Problem to work on =>
Only the lines with "size" in them need to be copied from the listing.

Dataset entries =>
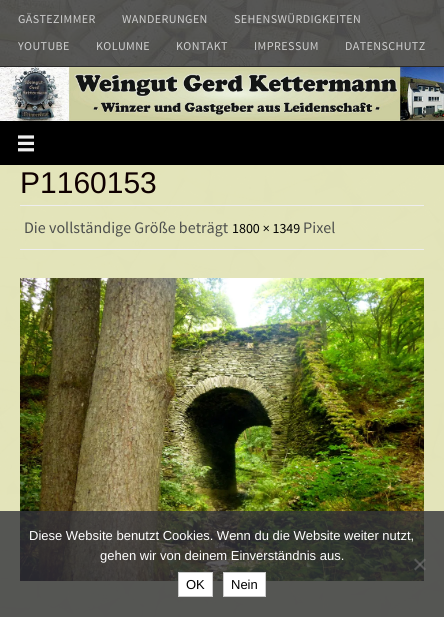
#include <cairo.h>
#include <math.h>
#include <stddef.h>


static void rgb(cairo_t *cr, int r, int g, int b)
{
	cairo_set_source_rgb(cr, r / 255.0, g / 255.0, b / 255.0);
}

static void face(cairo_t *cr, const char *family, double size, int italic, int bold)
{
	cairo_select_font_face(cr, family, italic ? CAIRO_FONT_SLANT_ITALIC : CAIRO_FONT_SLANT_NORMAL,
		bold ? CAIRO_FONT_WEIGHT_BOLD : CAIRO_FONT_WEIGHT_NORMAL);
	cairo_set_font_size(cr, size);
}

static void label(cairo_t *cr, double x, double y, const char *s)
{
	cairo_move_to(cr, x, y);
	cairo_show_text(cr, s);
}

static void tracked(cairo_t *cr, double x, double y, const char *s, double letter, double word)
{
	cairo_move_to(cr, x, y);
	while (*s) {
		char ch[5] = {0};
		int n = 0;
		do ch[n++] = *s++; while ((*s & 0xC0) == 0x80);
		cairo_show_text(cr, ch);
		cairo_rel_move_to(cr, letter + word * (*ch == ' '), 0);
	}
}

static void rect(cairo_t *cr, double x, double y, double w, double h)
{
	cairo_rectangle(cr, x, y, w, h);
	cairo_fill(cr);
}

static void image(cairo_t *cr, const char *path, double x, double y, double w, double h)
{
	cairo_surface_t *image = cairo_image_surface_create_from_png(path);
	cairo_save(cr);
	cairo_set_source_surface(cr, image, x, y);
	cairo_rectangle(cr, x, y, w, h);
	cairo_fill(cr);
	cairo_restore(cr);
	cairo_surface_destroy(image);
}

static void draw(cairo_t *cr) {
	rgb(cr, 255, 255, 255);
	cairo_paint(cr);
	image(cr, "image0.png", 0, 0, 444, 617);
	cairo_set_source_rgba(cr, 0.2, 0.2, 0.2, 0.8);
	rect(cr, 0, 0, 444, 67);
	cairo_set_source_rgba(cr, 0.122, 0.122, 0.122, 0.8);
	rect(cr, 0, 66, 444, 1);
	face(cr, "Source Sans Pro", 12, 0, 0);
	rgb(cr, 207, 207, 207);
	tracked(cr, 18, 23, "GÄSTEZIMMER", 0.4, 0);
	tracked(cr, 122, 23, "WANDERUNGEN", 0.4, 0);
	tracked(cr, 234, 23, "SEHENSWÜRDIGKEITEN", 0.4, 0);
	tracked(cr, 18, 50, "YOUTUBE", 0.4, 0);
	tracked(cr, 96, 50, "KOLUMNE", 0.4, 0);
	tracked(cr, 176, 50, "KONTAKT", 0.4, 0);
	tracked(cr, 254, 50, "IMPRESSUM", 0.4, 0);
	tracked(cr, 345, 50, "DATENSCHUTZ", 0.4, 0);
	image(cr, "image1.png", 0, 67, 444, 54);
	rgb(cr, 0, 0, 0);
	rect(cr, 0, 121, 444, 44);
	image(cr, "image2.png", 18, 135, 16, 17);
	cairo_set_source_rgba(cr, 0.89, 0.898, 0.725, 0.97);
	rect(cr, 0, 165, 444, 452);
	face(cr, "Liberation Sans", 30, 0, 0);
	rgb(cr, 15, 0, 0);
	label(cr, 20, 193, "P1160153");
	rgb(cr, 238, 238, 238);
	rect(cr, 20, 205, 404, 1);
	rect(cr, 20, 249, 404, 1);
	face(cr, "Source Sans Pro", 16, 0, 0);
	rgb(cr, 77, 79, 77);
	label(cr, 24, 233, "Die vollständige Größe beträgt");
	face(cr, "Source Sans Pro", 14, 0, 0);
	rgb(cr, 0, 0, 0);
	label(cr, 232, 233, "1800 × 1349");
	face(cr, "Source Sans Pro", 16, 0, 0);
	rgb(cr, 77, 79, 77);
	label(cr, 303, 233, "Pixel");
	image(cr, "image3.png", 20, 278, 404, 303);
	cairo_set_source_rgba(cr, 0.196, 0.196, 0.227, 0.8);
	rect(cr, 0, 511, 444, 106);
	face(cr, "Liberation Sans", 13, 0, 0);
	rgb(cr, 255, 255, 255);
	label(cr, 29, 540, "Diese Website benutzt Cookies. Wenn du die Website weiter nutzt,");
	label(cr, 100, 560, "gehen wir von deinem Einverständnis aus.");
	cairo_set_source_rgba(cr, 0.502, 0.502, 0.502, 0.5);
	cairo_new_path(cr);
	cairo_move_to(cr, 424.5, 558.5);
	cairo_line_to(cr, 426, 560);
	cairo_line_to(cr, 415.5, 570.5);
	cairo_line_to(cr, 414, 569);
	cairo_close_path(cr);
	cairo_fill(cr);
	cairo_new_path(cr);
	cairo_move_to(cr, 414, 560);
	cairo_line_to(cr, 415.5, 558.5);
	cairo_line_to(cr, 426, 569);
	cairo_line_to(cr, 424.5, 570.5);
	cairo_close_path(cr);
	cairo_fill(cr);
	rgb(cr, 255, 255, 255);
	cairo_rectangle(cr, 178.5, 572.5, 34, 24);
	cairo_fill_preserve(cr);
	rgb(cr, 204, 204, 204);
	cairo_set_line_width(cr, 1);
	cairo_stroke(cr);
	rgb(cr, 0, 0, 0);
	label(cr, 186, 589, "OK");
	rgb(cr, 255, 255, 255);
	cairo_rectangle(cr, 223.5, 572.5, 42, 24);
	cairo_fill_preserve(cr);
	rgb(cr, 204, 204, 204);
	cairo_stroke(cr);
	rgb(cr, 0, 0, 0);
	label(cr, 231, 589, "Nein");
}

int main(void) {
	cairo_surface_t *surface = cairo_image_surface_create(CAIRO_FORMAT_RGB24, 444, 617);
	cairo_t *cr = cairo_create(surface);
	cairo_font_options_t *options = cairo_font_options_create();
	cairo_font_options_set_hint_metrics(options, CAIRO_HINT_METRICS_OFF);
	cairo_font_options_set_hint_style(options, CAIRO_HINT_STYLE_NONE);
	cairo_set_font_options(cr, options);
	cairo_set_miter_limit(cr, 4);
	draw(cr);
	cairo_surface_write_to_png(surface, "render.png");
	cairo_font_options_destroy(options);
	cairo_destroy(cr);
	cairo_surface_destroy(surface);
	return 0;
}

Solution to this task =>
static void face(cairo_t *cr, const char *family, double size, int italic, int bold)
	cairo_set_font_size(cr, size);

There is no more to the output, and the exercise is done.